Douglas Slain is a retired law publisher and recovering academic living the “Lucky we live Kauai” life and playing as much tennis as possible. After getting an master’s degree from the Social Thought Committee at the University of Chicago (studying with Saul Bellow and Hannah Arendt), he received his juris doctorate degree from Stanford Law School and founded a law publishing company. He served as the secured transactions adviser to the Ministry of Finance for the Republic of Latvia and as chair of the American Bar Association’s Professional Responsibility Committee. He taught at Stanford Law School as an adjunct clinical law professor. He sailed a 43-foot Swan sloop around the Caribbean and the Pacific for over a decade. He now lives in Kapaa.

  1. RG DeSoto February 17, 2018 11:13 am Reply

    Douglas “carrying capacity” is what economists have called scarcity or scarce resources for over a century. In a market economy prices are the reflection of the relative scarcity of the various resources that comprise the means of production. This ensures that scarce resources are allocated in a most efficient manner. Of course, the more efficiently that resources are allocated–such as in a market economy–the more substantial the “carrying capacity” of a particular society.
    RG DeSoto

  2. Milt Clark February 17, 2018 12:01 pm Reply

    As a semi-retired environmental scientist, former academic and sailer, spending my winters in Kauai, I appreciated the thoughtful perspective provided by Douglas Slain. Carry capacity is the number of people that the planet, country, or an island can sustainability support without environmental degradation. Most scientists would conclude that humans have already exceeded our planetary carrying capacity as evidenced by the decline of forests, ocean fisheries, loss of thousands of species, and the damage caused by unchecked carbon emissions.
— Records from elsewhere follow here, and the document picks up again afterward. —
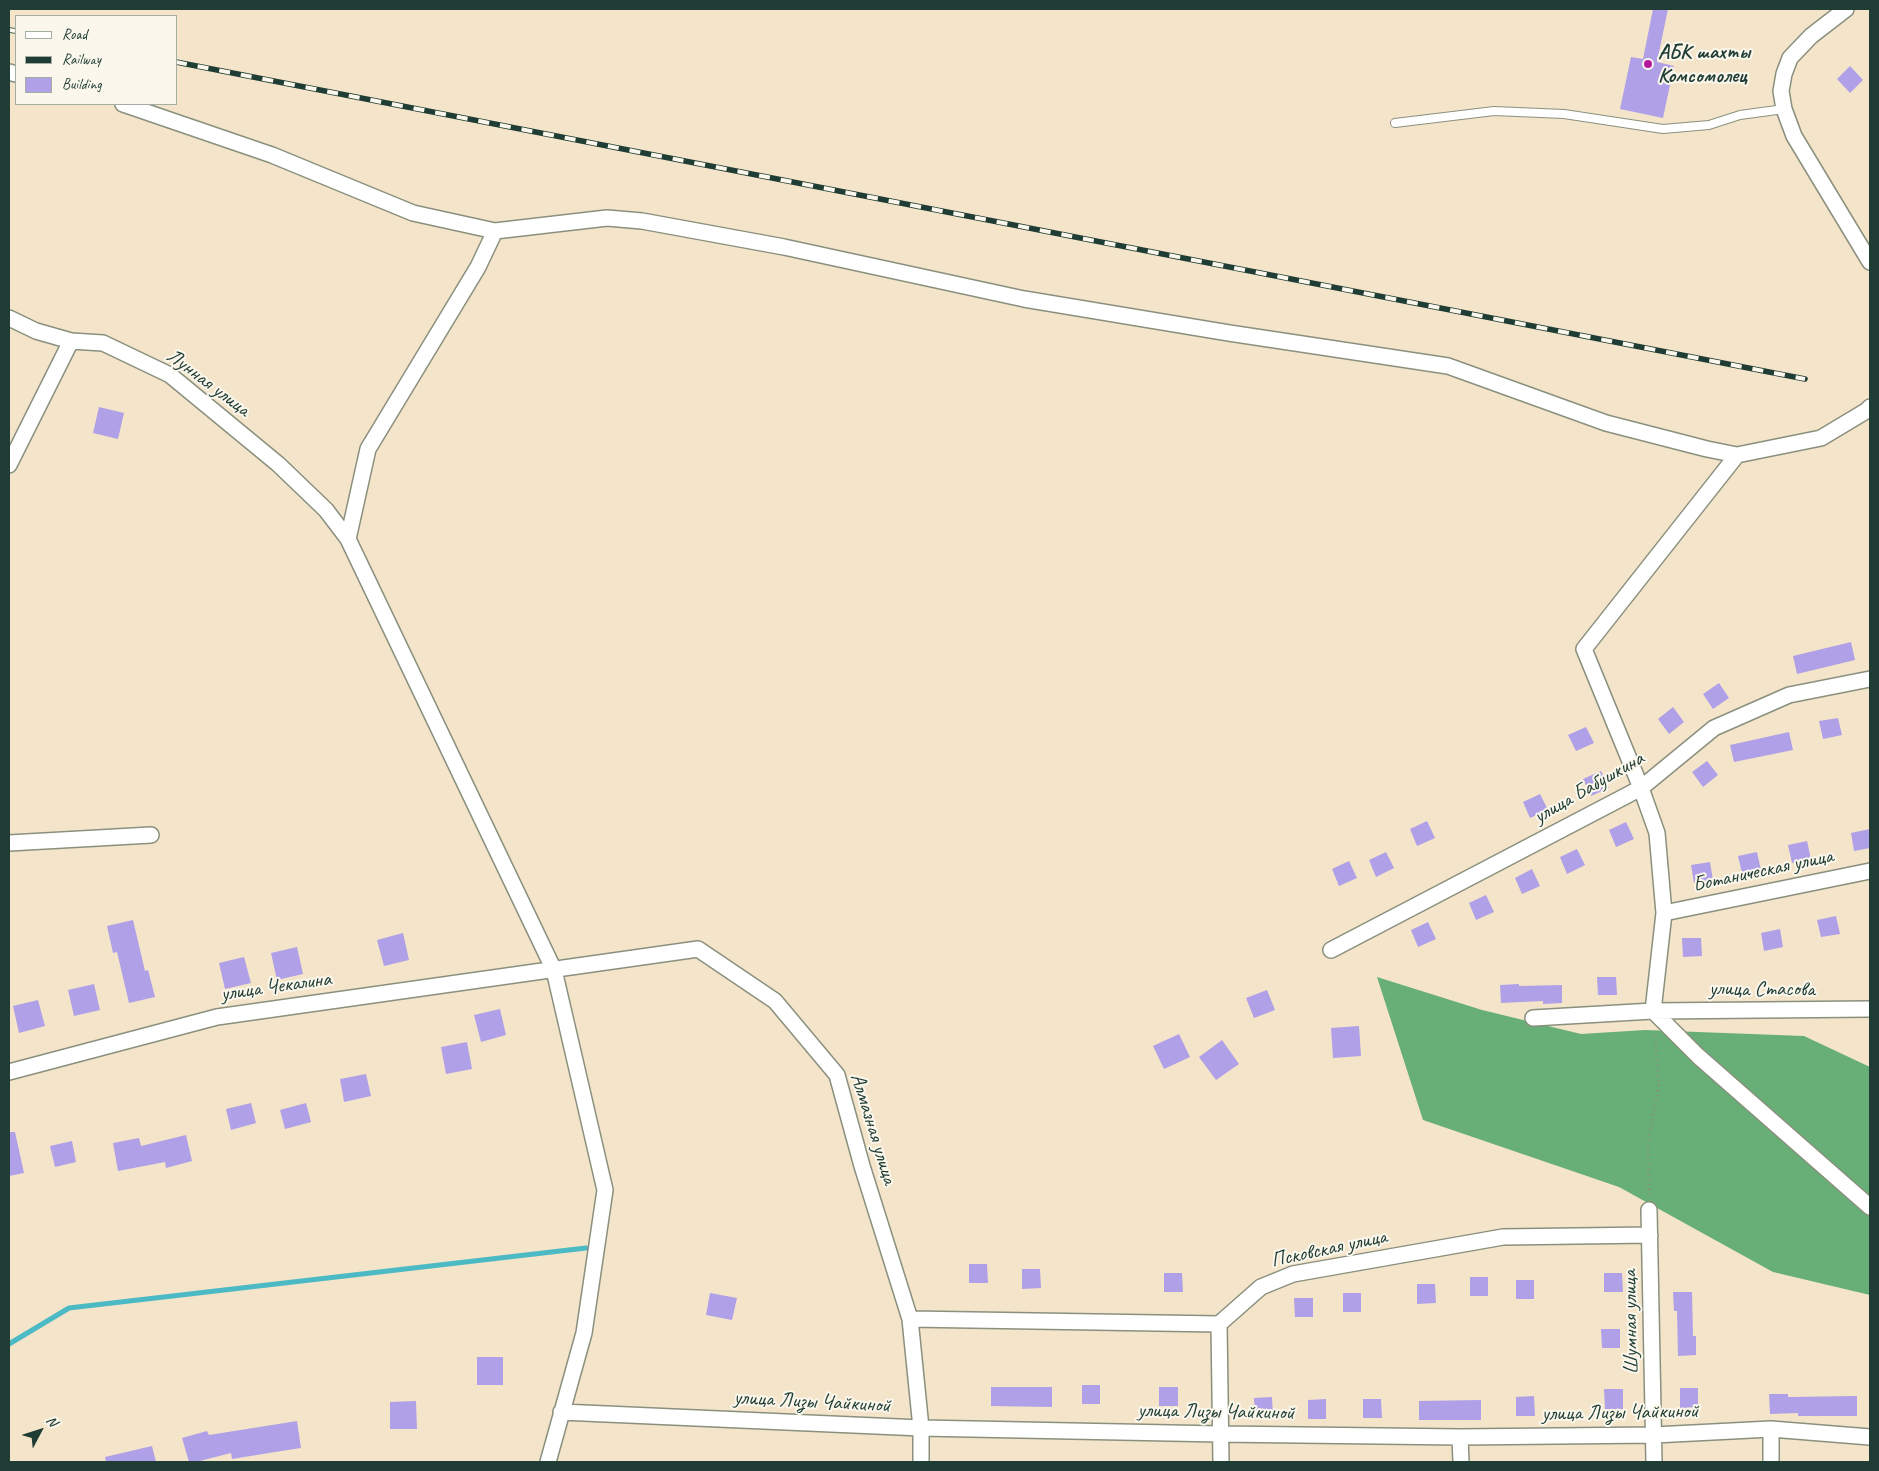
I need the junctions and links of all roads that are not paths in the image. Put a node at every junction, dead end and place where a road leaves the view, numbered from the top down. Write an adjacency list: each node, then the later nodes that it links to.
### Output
1 (1846, 9): 3 (street)
2 (126, 105): 5 (street)
3 (1784, 109): 4 (lane); 6 (street)
4 (1395, 123)
5 (495, 231): 10 (street); 12 (street)
6 (1870, 262)
7 (9, 318): 8 (street, Лунная улица)
8 (71, 341): 11 (street); 12 (street, Лунная улица)
9 (1870, 407): 10 (street)
10 (1737, 455): 14 (street)
11 (9, 465)
12 (348, 539): 20 (street, Лунная улица)
13 (1870, 679): 14 (street, улица Бабушкина)
14 (1641, 788): 18 (street); 19 (street, улица Бабушкина)
15 (151, 835): 16 (street)
16 (9, 843)
17 (1870, 871): 18 (street, Ботаническая улица)
18 (1664, 913): 22 (street)
19 (1331, 950)
20 (554, 970): 24 (street, улица Чекалина); 28 (street, Алмазная улица); 30 (street, Лунная улица)
21 (1870, 1009): 22 (street, улица Стасова)
22 (1653, 1011): 23 (street, улица Стасова); 25 (street)
23 (1533, 1018)
24 (9, 1072)
25 (1870, 1207)
26 (1649, 1210): 27 (street, Шумная улица)
27 (1650, 1235): 29 (street, Псковская улица); 34 (street, Шумная улица)
28 (910, 1319): 29 (street); 31 (street, Алмазная улица)
29 (1219, 1324): 33 (street)
30 (561, 1412): 31 (street, улица Лизы Чайкиной); 37 (street, Лунная улица)
31 (921, 1428): 33 (street, улица Лизы Чайкиной); 38 (street, Алмазная улица)
32 (1771, 1429): 34 (street, улица Лизы Чайкиной); 36 (street, улица Лизы Чайкиной); 42 (street)
33 (1220, 1434): 35 (street, улица Лизы Чайкиной); 39 (street)
34 (1654, 1434): 35 (street, улица Лизы Чайкиной); 41 (street, Шумная улица)
35 (1460, 1437): 40 (street)
36 (1870, 1437)
37 (548, 1462)
38 (921, 1462)
39 (1221, 1462)
40 (1461, 1462)
41 (1654, 1462)
42 (1771, 1462)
On Kauai, traffic backups have significantly increased, ocean reefs have been degraded by land runoff of chemicals (including from golf courses) and unresolved sewage problems often makes swimming and surfing unsafe. While the column suggests we may have reached our carrying capacity on Kauai, advocating reopening the Prince Golf Course, which the Planning Commission said would fill hotel rooms and restaurants, thus increasing tourism, simply doesn’t follow a Kauai carrying capacity argument. I have no objection seeing the Prince Golf Course reopen if chemical use and runoff is sensibly controlled, but hoping for even more tourism as a result is short slighted.

  3. Steve Martin February 17, 2018 5:45 pm Reply

    Mr.Slain…. We don’t need the Prince open. Everything on the island is already “carring capacity.” Enuff already. A sophisticated efficient shuttle bus system second to none that caters to all transportation needs for tourists, residents and businesses 24/7/365 days a year. It will create related businesses, jobs, marketing of business uses. A system that I’m talking about covers the tourists needs which would mean they don’t need to rent a car. A public transportation shuttle system so we can cut 8 to10 thousand rental cars off our roads daily. Some would say, Sounds to good to be true but only a fool would think it can’t be done.

  4. rk669 February 17, 2018 7:08 pm Reply

    Now,how did we get the Duckbilledplatipus? Oh by the way,global warming is a Hoax,it’s a Scam to generate Revenue! Weren’t we supposed to have an Iceage coming in the 70’s? Looks like it’s happening NOW!